So Let’s Begin With Some Introduction to the Finagle.

Finagle is an extensible Remote Procedure Call (RPC system) for the JVM, used to construct high-concurrency servers.

Twitter Finagle is a great framework to write distributed applications in Scala or Java. It is written in Scala, but provides both Scala and Java idiomatic APIs.
It implements uniform client and server APIs for several protocols, and is designed for high performance and concurrency.

 

Finagle uses a clean, simple, and safe concurrent programming model, based on Futures. This leads to safe and modular programs that are also simple to reason about.

Finagle provides a robust implementation of:

  • connection pools, with throttling to avoid TCP connection churn;
  • failure detectors, to identify slow or crashed hosts;
  • failover strategies, to direct traffic away from unhealthy hosts;
  • load-balancers, including “least-connections” and other strategies; and
  • back-pressure techniques, to defend servers against abusive clients and dogpiling.

Finagle At Twitter

Today, Finagle is deployed in production at Twitter in several front- and back-end serving systems, including our URL crawler and HTTP Proxy.

 

finagle

Finagle Futures

Finagle uses futures to encapsulate and compose concurrent operations such as network RPCs. Futures are directly analogous to threads — they provide independent and overlapping threads of control — and can be thought of as featherweight threads. They are cheap in construction, so the economies of traditional threads do not apply. It is no problem to maintain millions of outstanding concurrent operations when they are represented by futures.

Futures also decouple Finagle from the operating system and runtime thread schedulers. This is used in important ways; for example, Finagle uses thread biasing to reduce context switching costs.

Getting Started

Let’s Begin.

Step 1: Create a New SBT project

 

Using Intellij Idea , Create a new Sbt Project in order to Start Building The Application from Scratch.

Step 2: Adding required dependencies to build.sbt

Add the Following to Your build.sbt :

libraryDependencies += "com.twitter" %% "finagle-http" % "6.44.0"

Note : scala 2.10 Version no longer supported.

Step 3 : A minimal HTTP server

We’ll need to import a few things into our Server Class :

import com.twitter.finagle.{Http, Service}
import com.twitter.finagle.http
import com.twitter.util.{Await, Future}

Service is the interface used to represent a server or a client . Http is Finagle’s HTTP client and server.
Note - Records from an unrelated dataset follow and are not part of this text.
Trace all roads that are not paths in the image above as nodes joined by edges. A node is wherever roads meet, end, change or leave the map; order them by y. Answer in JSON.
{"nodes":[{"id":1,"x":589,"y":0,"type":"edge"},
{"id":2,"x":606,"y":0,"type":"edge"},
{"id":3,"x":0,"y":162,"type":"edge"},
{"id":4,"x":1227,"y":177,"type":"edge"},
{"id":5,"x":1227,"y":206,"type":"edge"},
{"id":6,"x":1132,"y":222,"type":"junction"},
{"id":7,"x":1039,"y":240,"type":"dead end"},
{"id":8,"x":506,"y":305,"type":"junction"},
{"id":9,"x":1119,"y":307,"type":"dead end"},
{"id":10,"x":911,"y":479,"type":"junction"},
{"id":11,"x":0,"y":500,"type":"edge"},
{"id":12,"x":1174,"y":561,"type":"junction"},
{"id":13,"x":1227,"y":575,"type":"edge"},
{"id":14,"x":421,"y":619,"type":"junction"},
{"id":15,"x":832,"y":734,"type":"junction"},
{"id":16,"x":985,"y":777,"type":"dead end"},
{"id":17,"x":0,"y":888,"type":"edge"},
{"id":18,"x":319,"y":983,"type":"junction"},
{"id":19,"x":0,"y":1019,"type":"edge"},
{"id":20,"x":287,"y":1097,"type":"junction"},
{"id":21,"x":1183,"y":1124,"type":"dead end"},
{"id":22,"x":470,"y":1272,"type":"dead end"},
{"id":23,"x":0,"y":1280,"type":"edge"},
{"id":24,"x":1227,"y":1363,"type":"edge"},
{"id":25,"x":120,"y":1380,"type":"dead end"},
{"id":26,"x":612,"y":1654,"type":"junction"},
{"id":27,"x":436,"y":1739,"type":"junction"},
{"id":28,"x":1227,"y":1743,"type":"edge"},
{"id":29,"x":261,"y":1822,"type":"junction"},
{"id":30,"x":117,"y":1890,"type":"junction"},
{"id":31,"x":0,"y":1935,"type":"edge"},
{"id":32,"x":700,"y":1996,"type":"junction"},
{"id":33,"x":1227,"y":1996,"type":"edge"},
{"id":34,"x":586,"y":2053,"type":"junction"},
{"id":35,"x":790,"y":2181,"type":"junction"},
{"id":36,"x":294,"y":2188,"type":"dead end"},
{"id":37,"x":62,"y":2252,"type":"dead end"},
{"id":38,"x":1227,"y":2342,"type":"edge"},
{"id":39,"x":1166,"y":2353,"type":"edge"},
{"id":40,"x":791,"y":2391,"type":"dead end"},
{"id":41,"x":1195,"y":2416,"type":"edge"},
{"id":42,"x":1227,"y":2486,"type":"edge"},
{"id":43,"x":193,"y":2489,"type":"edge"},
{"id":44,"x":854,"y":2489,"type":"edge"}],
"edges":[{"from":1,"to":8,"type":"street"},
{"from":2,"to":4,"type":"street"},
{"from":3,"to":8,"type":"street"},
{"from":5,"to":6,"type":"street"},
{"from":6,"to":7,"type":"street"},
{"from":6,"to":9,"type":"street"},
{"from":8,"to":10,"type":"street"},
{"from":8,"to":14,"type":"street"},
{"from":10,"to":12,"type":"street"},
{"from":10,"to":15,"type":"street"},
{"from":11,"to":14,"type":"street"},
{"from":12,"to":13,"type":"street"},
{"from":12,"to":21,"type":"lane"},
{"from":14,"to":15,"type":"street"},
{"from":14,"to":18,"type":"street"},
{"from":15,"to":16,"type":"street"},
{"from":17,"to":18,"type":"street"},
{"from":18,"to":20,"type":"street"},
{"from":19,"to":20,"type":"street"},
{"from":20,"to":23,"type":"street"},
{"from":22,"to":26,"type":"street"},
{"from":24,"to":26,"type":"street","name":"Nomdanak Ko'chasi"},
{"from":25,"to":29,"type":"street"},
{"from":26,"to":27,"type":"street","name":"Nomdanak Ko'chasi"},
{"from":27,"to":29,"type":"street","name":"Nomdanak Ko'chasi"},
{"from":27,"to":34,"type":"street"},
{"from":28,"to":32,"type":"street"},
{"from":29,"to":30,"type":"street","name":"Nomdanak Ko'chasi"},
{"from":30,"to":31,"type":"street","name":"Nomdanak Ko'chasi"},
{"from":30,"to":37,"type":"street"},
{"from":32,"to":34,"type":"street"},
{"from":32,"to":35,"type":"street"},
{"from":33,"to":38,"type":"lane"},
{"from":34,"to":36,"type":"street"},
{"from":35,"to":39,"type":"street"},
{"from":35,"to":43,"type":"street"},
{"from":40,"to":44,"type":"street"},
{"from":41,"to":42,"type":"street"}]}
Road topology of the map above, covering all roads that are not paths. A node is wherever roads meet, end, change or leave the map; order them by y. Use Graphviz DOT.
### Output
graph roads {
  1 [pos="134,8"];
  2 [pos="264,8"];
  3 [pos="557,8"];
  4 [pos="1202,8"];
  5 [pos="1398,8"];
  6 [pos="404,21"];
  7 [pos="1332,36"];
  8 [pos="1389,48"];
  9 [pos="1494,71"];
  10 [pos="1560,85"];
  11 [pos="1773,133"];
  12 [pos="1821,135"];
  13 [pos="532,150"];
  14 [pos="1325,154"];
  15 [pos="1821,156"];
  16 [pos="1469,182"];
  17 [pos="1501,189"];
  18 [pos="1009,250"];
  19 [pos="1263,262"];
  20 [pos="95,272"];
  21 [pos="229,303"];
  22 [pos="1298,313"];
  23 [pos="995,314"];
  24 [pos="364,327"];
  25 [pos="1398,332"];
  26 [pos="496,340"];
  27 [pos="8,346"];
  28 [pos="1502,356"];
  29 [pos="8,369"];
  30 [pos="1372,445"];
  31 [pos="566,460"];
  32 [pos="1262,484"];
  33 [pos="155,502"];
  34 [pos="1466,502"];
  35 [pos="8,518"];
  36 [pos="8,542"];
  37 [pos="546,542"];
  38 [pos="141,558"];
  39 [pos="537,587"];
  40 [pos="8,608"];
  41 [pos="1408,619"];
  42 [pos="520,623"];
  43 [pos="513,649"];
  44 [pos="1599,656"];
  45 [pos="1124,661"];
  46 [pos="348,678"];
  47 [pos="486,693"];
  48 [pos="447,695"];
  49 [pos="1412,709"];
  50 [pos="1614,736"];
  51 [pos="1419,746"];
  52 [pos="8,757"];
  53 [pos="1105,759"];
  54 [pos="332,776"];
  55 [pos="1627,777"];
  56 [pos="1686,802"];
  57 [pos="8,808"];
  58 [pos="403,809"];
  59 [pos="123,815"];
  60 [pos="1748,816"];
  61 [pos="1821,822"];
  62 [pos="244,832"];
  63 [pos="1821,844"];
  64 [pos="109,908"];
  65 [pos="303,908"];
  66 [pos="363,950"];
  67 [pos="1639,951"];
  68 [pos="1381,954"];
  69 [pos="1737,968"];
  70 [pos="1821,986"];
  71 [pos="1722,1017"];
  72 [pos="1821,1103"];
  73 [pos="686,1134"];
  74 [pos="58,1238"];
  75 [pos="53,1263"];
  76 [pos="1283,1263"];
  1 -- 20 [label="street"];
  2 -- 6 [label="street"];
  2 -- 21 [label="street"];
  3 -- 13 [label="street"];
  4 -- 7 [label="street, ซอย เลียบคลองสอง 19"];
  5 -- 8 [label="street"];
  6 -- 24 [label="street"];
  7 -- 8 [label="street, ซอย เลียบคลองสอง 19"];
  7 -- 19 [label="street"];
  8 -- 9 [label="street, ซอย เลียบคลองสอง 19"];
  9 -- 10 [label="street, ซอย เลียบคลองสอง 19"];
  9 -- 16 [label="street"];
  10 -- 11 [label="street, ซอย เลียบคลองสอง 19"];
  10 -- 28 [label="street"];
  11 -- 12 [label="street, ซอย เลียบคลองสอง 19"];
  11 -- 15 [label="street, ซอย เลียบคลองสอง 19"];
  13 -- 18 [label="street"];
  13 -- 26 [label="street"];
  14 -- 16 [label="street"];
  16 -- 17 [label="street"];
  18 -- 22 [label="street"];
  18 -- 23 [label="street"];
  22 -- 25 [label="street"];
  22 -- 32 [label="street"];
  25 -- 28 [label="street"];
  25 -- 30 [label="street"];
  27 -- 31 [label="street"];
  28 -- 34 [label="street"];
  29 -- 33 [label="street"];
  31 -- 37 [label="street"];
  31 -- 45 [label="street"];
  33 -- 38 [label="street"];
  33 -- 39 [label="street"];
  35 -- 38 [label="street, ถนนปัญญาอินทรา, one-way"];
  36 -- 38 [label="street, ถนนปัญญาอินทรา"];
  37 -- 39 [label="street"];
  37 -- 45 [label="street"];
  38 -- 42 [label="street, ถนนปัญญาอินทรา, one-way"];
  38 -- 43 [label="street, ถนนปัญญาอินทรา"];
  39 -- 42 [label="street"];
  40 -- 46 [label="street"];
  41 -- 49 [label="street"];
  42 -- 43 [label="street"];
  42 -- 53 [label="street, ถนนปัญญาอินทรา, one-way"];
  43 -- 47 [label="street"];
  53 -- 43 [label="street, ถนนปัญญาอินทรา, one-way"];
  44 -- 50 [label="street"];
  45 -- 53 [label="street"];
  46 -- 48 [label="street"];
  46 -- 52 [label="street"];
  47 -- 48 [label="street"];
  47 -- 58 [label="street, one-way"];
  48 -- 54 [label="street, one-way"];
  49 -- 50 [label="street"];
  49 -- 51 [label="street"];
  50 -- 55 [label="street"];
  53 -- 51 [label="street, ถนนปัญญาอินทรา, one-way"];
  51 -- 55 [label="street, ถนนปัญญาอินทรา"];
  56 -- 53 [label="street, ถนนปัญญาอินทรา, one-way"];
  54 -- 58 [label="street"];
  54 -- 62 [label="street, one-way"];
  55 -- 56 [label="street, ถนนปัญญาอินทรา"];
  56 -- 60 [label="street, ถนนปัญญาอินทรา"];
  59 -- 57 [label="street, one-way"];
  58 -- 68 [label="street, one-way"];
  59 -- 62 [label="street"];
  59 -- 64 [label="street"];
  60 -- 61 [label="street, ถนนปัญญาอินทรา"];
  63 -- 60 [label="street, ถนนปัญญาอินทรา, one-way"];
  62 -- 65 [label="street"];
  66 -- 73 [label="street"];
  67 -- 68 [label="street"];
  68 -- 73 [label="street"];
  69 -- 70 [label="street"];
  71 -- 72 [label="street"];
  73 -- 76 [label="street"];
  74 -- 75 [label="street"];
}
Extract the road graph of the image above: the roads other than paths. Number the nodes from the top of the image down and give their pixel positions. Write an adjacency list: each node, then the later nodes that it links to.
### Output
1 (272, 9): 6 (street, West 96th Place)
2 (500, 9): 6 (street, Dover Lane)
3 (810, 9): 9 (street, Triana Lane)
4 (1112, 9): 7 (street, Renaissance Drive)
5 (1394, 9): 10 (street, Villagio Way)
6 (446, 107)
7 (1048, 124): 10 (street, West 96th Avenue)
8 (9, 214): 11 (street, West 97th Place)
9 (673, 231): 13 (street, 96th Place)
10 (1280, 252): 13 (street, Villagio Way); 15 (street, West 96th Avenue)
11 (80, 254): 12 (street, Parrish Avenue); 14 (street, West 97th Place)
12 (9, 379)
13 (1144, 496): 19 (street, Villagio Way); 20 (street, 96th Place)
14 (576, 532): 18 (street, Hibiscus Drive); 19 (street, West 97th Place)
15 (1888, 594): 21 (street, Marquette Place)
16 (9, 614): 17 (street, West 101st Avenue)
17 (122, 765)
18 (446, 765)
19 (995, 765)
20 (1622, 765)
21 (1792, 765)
Next, we’ll define a Service to serve our HTTP requests:

val service = new Service[http.Request, http.Response] {
  def apply(req: http.Request): Future[http.Response] =
    Future.value(
      http.Response(req.version, http.Status.Ok)
    )
}

The complete server:

import com.twitter.finagle.{Http, Service}
import com.twitter.finagle.http
import com.twitter.util.{Await, Future}

object Server extends App {
  val service = new Service[http.Request, http.Response] {
    def apply(req: http.Request): Future[http.Response] =
      Future.value(
        http.Response(req.version, http.Status.Ok)
      )
  }
  val server = Http.serve(":8080", service)
  Await.ready(server)
}

The serve method takes a bind target (which port to expose the server) and the service itself. The server is responsible for listening for incoming connections, translating the HTTP wire protocol into com.twitter.finagle.http.Request objects, and translating our com.twitter.finagle.http.Response object back into its wire format, sending replies back to the client.

 

Running The Client from the terminal  :

sbt 'run-main Server'

Checking the Connection :

curl -D - localhost:8080
HTTP/1.1 200 OK

Step 4 : Using HTTP clients

 

In our server example, we define a Service to respond to requests. Clients work the other way around: we’re given a Service to use.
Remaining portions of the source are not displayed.